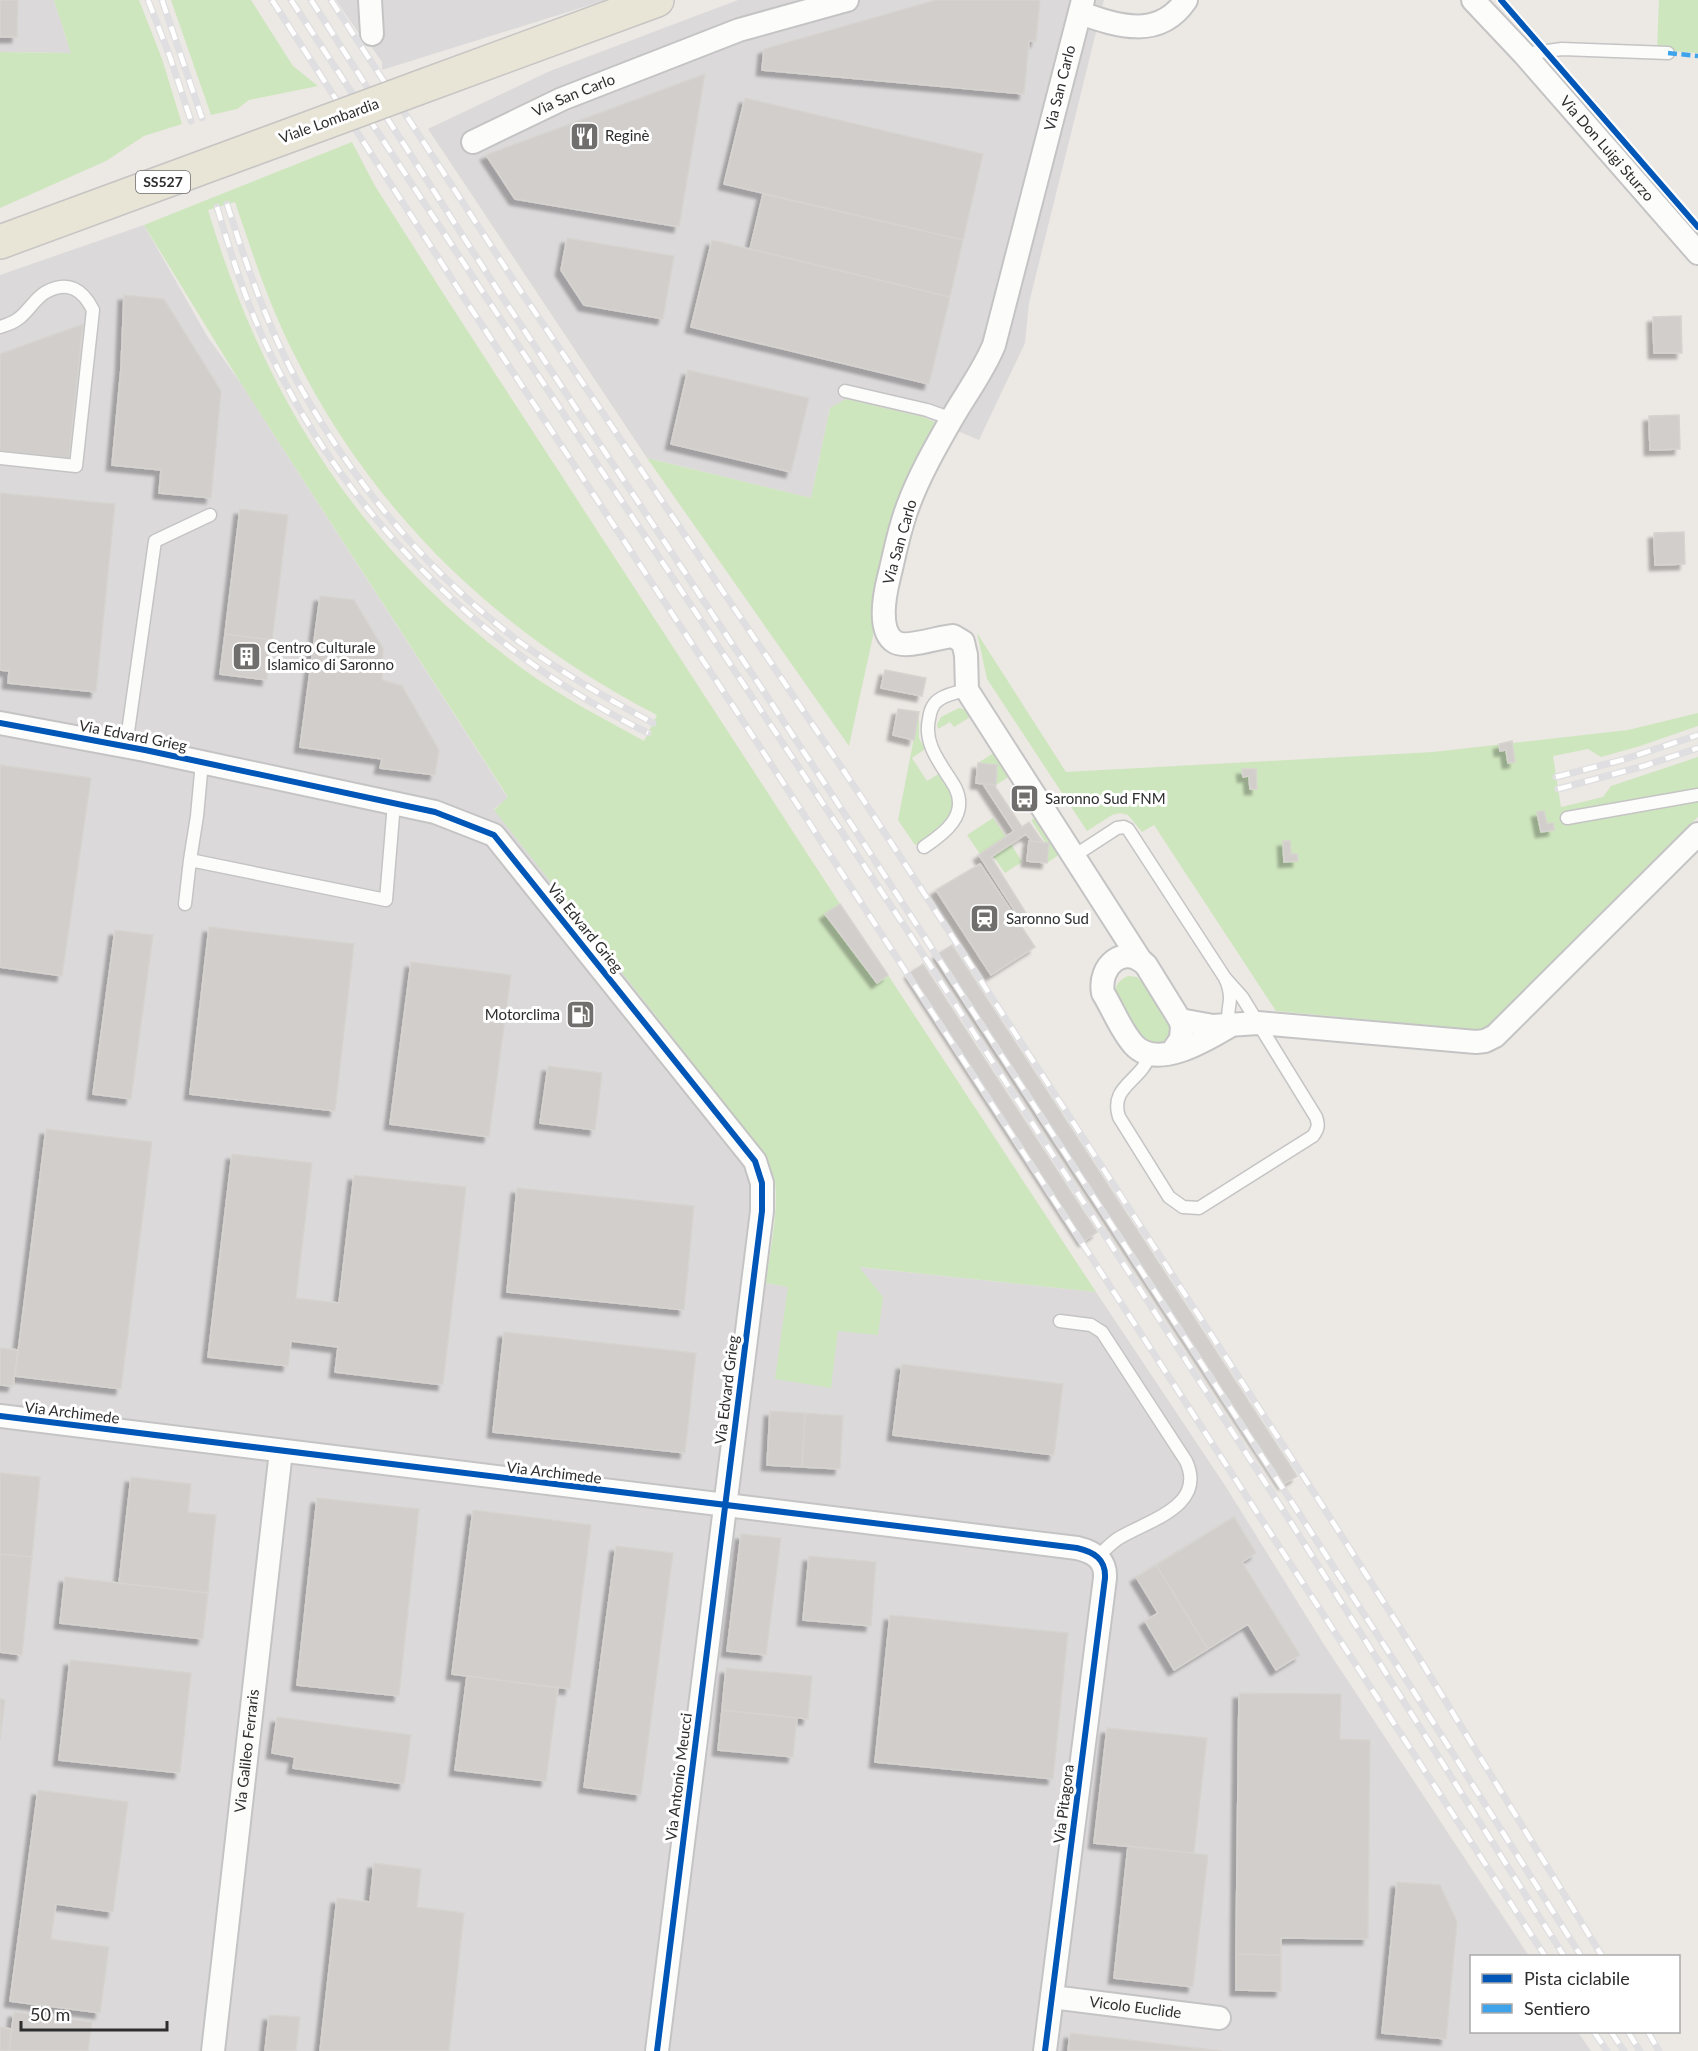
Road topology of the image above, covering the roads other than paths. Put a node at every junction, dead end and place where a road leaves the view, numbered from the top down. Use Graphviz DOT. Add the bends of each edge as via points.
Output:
graph roads {
  1 [pos="370,0"];
  2 [pos="657,0"];
  3 [pos="847,0"];
  4 [pos="1186,0"];
  5 [pos="1458,0"];
  6 [pos="1473,0"];
  7 [pos="1081,6"];
  8 [pos="372,34"];
  9 [pos="1519,49"];
  10 [pos="1668,53"];
  11 [pos="473,142"];
  12 [pos="0,242"];
  13 [pos="1698,253"];
  14 [pos="0,327"];
  15 [pos="845,391"];
  16 [pos="951,419"];
  17 [pos="0,458"];
  18 [pos="210,515"];
  19 [pos="967,690"];
  20 [pos="0,723"];
  21 [pos="126,746"];
  22 [pos="202,762"];
  23 [pos="1698,795"];
  24 [pos="394,803"];
  25 [pos="1567,818"];
  26 [pos="1698,834"];
  27 [pos="924,847"];
  28 [pos="1074,856"];
  29 [pos="190,860"];
  30 [pos="185,904"];
  31 [pos="1119,924"];
  32 [pos="1139,958"];
  33 [pos="1110,963"];
  34 [pos="1225,978"];
  35 [pos="1180,1020"];
  36 [pos="1234,1023"];
  37 [pos="1161,1053"];
  38 [pos="1060,1320"];
  39 [pos="0,1416"];
  40 [pos="281,1451"];
  41 [pos="725,1506"];
  42 [pos="1100,1558"];
  43 [pos="1052,1996"];
  44 [pos="1219,2019"];
  45 [pos="213,2051"];
  46 [pos="657,2051"];
  47 [pos="1045,2051"];
  1 -- 8 [label="street"];
  2 -- 12 [label="main road, Viale Lombardia / SS527, bridge"];
  3 -- 11 [label="street, Via San Carlo" via="728,34 562,99"];
  4 -- 7 [label="street" via="1175,14 1149,26 1106,22"];
  5 -- 9 [label="street"];
  6 -- 9 [label="street"];
  7 -- 16 [label="street, Via San Carlo" via="994,345"];
  9 -- 10 [label="lane"];
  9 -- 13 [label="street, Via Don Luigi Sturzo"];
  14 -- 17 [label="lane" via="17,320 46,293 59,288 82,293 93,310 76,466"];
  15 -- 16 [label="lane"];
  16 -- 19 [label="street, Via San Carlo" via="907,507 884,613 887,632 902,644 947,636 960,638 965,647"];
  18 -- 21 [label="lane" via="154,541"];
  19 -- 27 [label="lane" via="941,698 930,712 928,740 958,792 958,805 951,826"];
  19 -- 28 [label="street"];
  20 -- 21 [label="street, Via Edvard Grieg"];
  21 -- 22 [label="street, Via Edvard Grieg"];
  22 -- 24 [label="street, Via Edvard Grieg"];
  22 -- 29 [label="lane"];
  23 -- 25 [label="lane"];
  24 -- 29 [label="lane" via="386,900"];
  24 -- 41 [label="street, Via Edvard Grieg" via="435,812 494,835 749,1152 760,1171 762,1211"];
  26 -- 36 [label="street" via="1495,1036 1485,1041"];
  28 -- 31 [label="street"];
  28 -- 34 [label="lane" via="1118,828 1128,829"];
  29 -- 30 [label="lane"];
  31 -- 32 [label="street"];
  31 -- 33 [label="street"];
  32 -- 33 [label="street" via="1124,957"];
  32 -- 35 [label="street"];
  33 -- 37 [label="street" via="1104,971 1103,993 1134,1045"];
  34 -- 36 [label="lane"];
  34 -- 36 [label="lane" via="1239,991"];
  35 -- 36 [label="street" via="1200,1025"];
  35 -- 37 [label="street" via="1181,1039"];
  36 -- 37 [label="street" via="1207,1040"];
  36 -- 37 [label="lane" via="1316,1117 1317,1130 1199,1208 1183,1207 1169,1197 1117,1109 1120,1092"];
  38 -- 42 [label="lane" via="1092,1325 1102,1332 1186,1461 1191,1477 1188,1493 1179,1505 1118,1539"];
  39 -- 40 [label="street, Via Archimede"];
  40 -- 41 [label="street, Via Archimede"];
  40 -- 45 [label="street, Via Galileo Ferraris"];
  41 -- 42 [label="street, Via Archimede" via="1077,1548"];
  41 -- 46 [label="street, Via Antonio Meucci"];
  42 -- 43 [label="street, Via Pitagora" via="1105,1578"];
  43 -- 44 [label="street, Vicolo Euclide"];
  43 -- 47 [label="street, Via Pitagora"];
}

● EXERCISE INSTRUCTIONS: Please copy each line of the records above in which the word "Edvard" can be found.

● SOLUTION TO THIS TASK:
  20 -- 21 [label="street, Via Edvard Grieg"];
  21 -- 22 [label="street, Via Edvard Grieg"];
  22 -- 24 [label="street, Via Edvard Grieg"];
  24 -- 41 [label="street, Via Edvard Grieg" via="435,812 494,835 749,1152 760,1171 762,1211"];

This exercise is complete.